Psoriatic arthritis vs. psoriasis
Verywell / Alexandra Gordon

Up to 30% of people who have psoriasis eventually develop psoriatic arthritis, according to the National Psoriasis Foundation. It is also possible to have PsA and develop psoriasis later on, but these cases are much rarer.


Psoriasis is known for causing a rapid build-up of skin cells characterized by skin patches, called plaques. Some people have localized patches while others have complete body coverage. 

There are five main types of psoriasis.

  • Plaque psoriasis
  • Guttate psoriasis
  • Inverse psoriasis
  • Pustular psoriasis
  • Erythrodermic psoriasis

Of the five, plaque psoriasis affects up to 90% of the people with psoriasis. As a whole, psoriasis affects 3.1% of Americans. There is no cure for this lifelong disease, but various treatments can control symptoms and reduce excessive skin growth.

Psoriatic Arthritis  

PsA causes chronic inflammation of the joints in the places where tendons and ligaments connect to bone.
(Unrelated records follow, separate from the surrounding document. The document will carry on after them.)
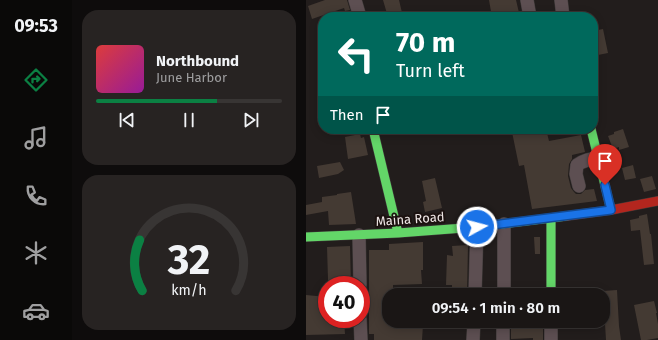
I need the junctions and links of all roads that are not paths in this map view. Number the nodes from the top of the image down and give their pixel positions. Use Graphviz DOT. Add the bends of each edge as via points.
graph roads {
  1 [pos="355,0"];
  2 [pos="527,0"];
  3 [pos="561,0"];
  4 [pos="359,12"];
  5 [pos="529,12"];
  6 [pos="562,12"];
  7 [pos="374,134"];
  8 [pos="592,134"];
  9 [pos="598,158"];
  10 [pos="579,186"];
  11 [pos="658,200"];
  12 [pos="611,210"];
  13 [pos="551,218"];
  14 [pos="504,224"];
  15 [pos="477,227"];
  16 [pos="398,233"];
  17 [pos="359,235"];
  18 [pos="306,237"];
  19 [pos="360,276"];
  20 [pos="475,288"];
  21 [pos="504,288"];
  22 [pos="551,288"];
  23 [pos="360,328"];
  24 [pos="474,328"];
  25 [pos="503,328"];
  26 [pos="551,328"];
  27 [pos="361,340"];
  28 [pos="473,340"];
  29 [pos="503,340"];
  30 [pos="551,340"];
  1 -- 4 [label="street"];
  2 -- 5 [label="street"];
  3 -- 6 [label="street"];
  7 -- 16 [label="street"];
  8 -- 9 [label="street"];
  9 -- 10 [label="street" via="577,165"];
  9 -- 12 [label="street"];
  11 -- 12 [label="street, Maina Road"];
  12 -- 13 [label="street, Maina Road"];
  13 -- 14 [label="street, Maina Road"];
  13 -- 22 [label="street"];
  14 -- 15 [label="street, Maina Road"];
  14 -- 21 [label="street"];
  15 -- 16 [label="street, Maina Road"];
  15 -- 20 [label="street"];
  16 -- 17 [label="street, Maina Road"];
  17 -- 18 [label="street, Maina Road"];
  17 -- 19 [label="street"];
  23 -- 27 [label="street"];
  24 -- 28 [label="street"];
  25 -- 29 [label="street"];
  26 -- 30 [label="street"];
}
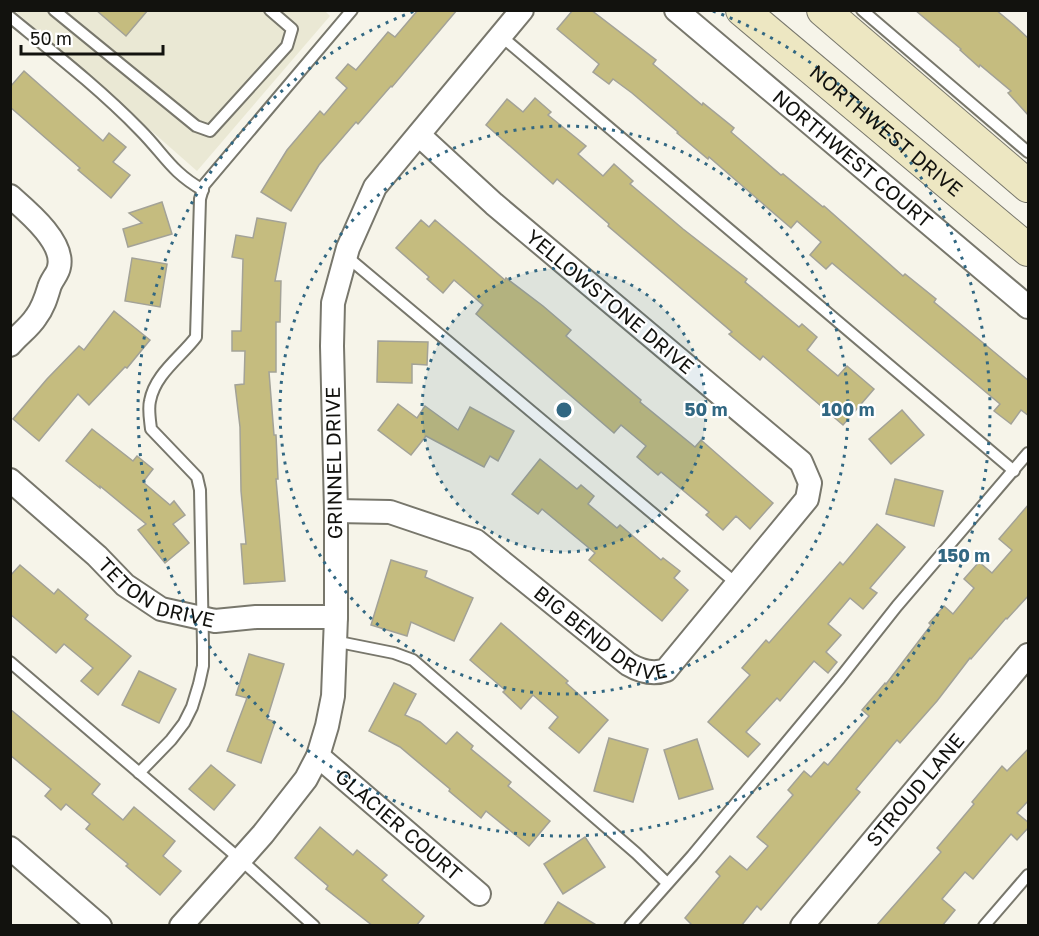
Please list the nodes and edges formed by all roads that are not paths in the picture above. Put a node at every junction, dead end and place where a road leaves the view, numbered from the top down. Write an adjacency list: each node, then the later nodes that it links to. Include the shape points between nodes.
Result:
1 (54, 10): 2 (lane, via 195,126 210,131 287,46 292,29)
2 (270, 10)
3 (352, 10): 14 (lane)
4 (522, 10): 10 (street, GRINNEL DRIVE)
5 (676, 10): 18 (street, NORTHWEST COURT)
6 (742, 10): 16 (main road, NORTHWEST DRIVE)
7 (823, 10): 13 (main road)
8 (862, 10): 12 (lane)
9 (10, 16): 14 (lane, via 141,130 169,165)
10 (501, 36): 11 (street, GRINNEL DRIVE); 21 (lane)
11 (419, 135): 17 (street, GRINNEL DRIVE, via 375,187); 23 (street, YELLOWSTONE DRIVE, via 494,204 801,462 810,483)
12 (1029, 152)
13 (1029, 186)
14 (203, 190): 27 (lane, via 198,223 196,337 154,388 149,402 151,429 197,477 201,503)
15 (10, 196): 19 (street, via 54,241 60,256 46,300 35,319)
16 (1029, 250)
17 (346, 256): 24 (street, GRINNEL DRIVE, via 333,303); 25 (lane)
18 (1029, 307)
19 (10, 345)
20 (1029, 453): 21 (lane)
21 (1014, 471): 36 (lane)
22 (10, 480): 27 (street, TETON DRIVE, via 125,585 161,609)
23 (807, 499): 25 (street, BIG BEND DRIVE)
24 (336, 511): 25 (street, BIG BEND DRIVE, via 390,513 476,541 628,664 658,673 666,670); 26 (street, GRINNEL DRIVE)
25 (737, 584)
26 (336, 617): 27 (street, TETON DRIVE, via 214,621); 28 (street, GRINNEL DRIVE)
27 (201, 618): 32 (lane, via 203,666 192,707 171,740)
28 (334, 641): 31 (street, GRINNEL DRIVE, via 333,696); 36 (lane, via 413,660)
29 (1029, 655): 42 (street, STROUD LANE)
30 (10, 662): 32 (lane)
31 (318, 756): 34 (street, GRINNEL DRIVE, via 306,779); 37 (street, GLACIER COURT)
32 (139, 773): 34 (lane)
33 (10, 848): 38 (street)
34 (241, 860): 39 (street, GRINNEL DRIVE); 40 (lane)
35 (1029, 875): 43 (lane)
36 (667, 883): 41 (lane)
37 (479, 894)
38 (100, 926)
39 (181, 926)
40 (314, 926)
41 (630, 926)
42 (801, 926)
43 (984, 926)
The inflammatory process eventually leads to pain, swelling, and stiffness in the joints. Anyone can get PsA but new diagnoses are usually seen during middle age (ages 30 to 50). For most people with PsA, their symptoms start years after psoriasis begins. 

Much like psoriasis, there is no cure for PsA.  But the growing number of treatments can halt the disease’s progression, reduce pain and other symptoms, and preserve joints and range of motion. Early diagnosis and treatment are vital because delayed treatment even in a short period can result in permanent joint damage.


Inflammation is the main symptom of psoriatic disease. 

The more severe a person’s psoriasis symptoms are, the most likely they are to develop PsA.


Dry, thick, and raised skin patches are the most common signs of psoriasis. Psoriasis causes other signs and symptoms which are dependent on:

  • Type of psoriasis
  • Places where patches and other symptoms appear
  • Amount of psoriasis covering the body

Plaque psoriasis causes plaques of different sizes. Sometimes, these plaques are small and form together to create larger plaques. They usually appear on the scalp, elbows, knees, and low back, but can appear anywhere on the body. It is common for these plaques to be itchy, but dermatologists will advise you to not scratch patches, because this will cause them to thicken. They can also bleed and crack.

Guttate psoriasis causes tiny bumps to appear on the skin suddenly. Bumps often cover the torso, legs, and arms, but they can also appear on the face, scalp, and ears. Bumps are salmon or pink colored, small, and scaly. They may clear without treatment. When they do clear, they usually do not return. In these cases, guttate psoriasis is temporary, but it possible to have the condition for life, for it to clear and come back later in life, and for plaque psoriasis to result after a guttate outbreak. There is no way to predict what will happen after the first outbreak clears.

Inverse psoriasis develops in areas where skin folds. Symptoms of inverse psoriasis may include:

  • Smooth, red patches of skin
  • A silvery-white coating on patches
  • Sore and painful skin

Pustular psoriasis causes pus-filled bumps to appear on the hands and feet. The pus contains white blood cells. Bumps are not infectious, but they can be painful and affect activities of the hands and feet, such as typing and walking.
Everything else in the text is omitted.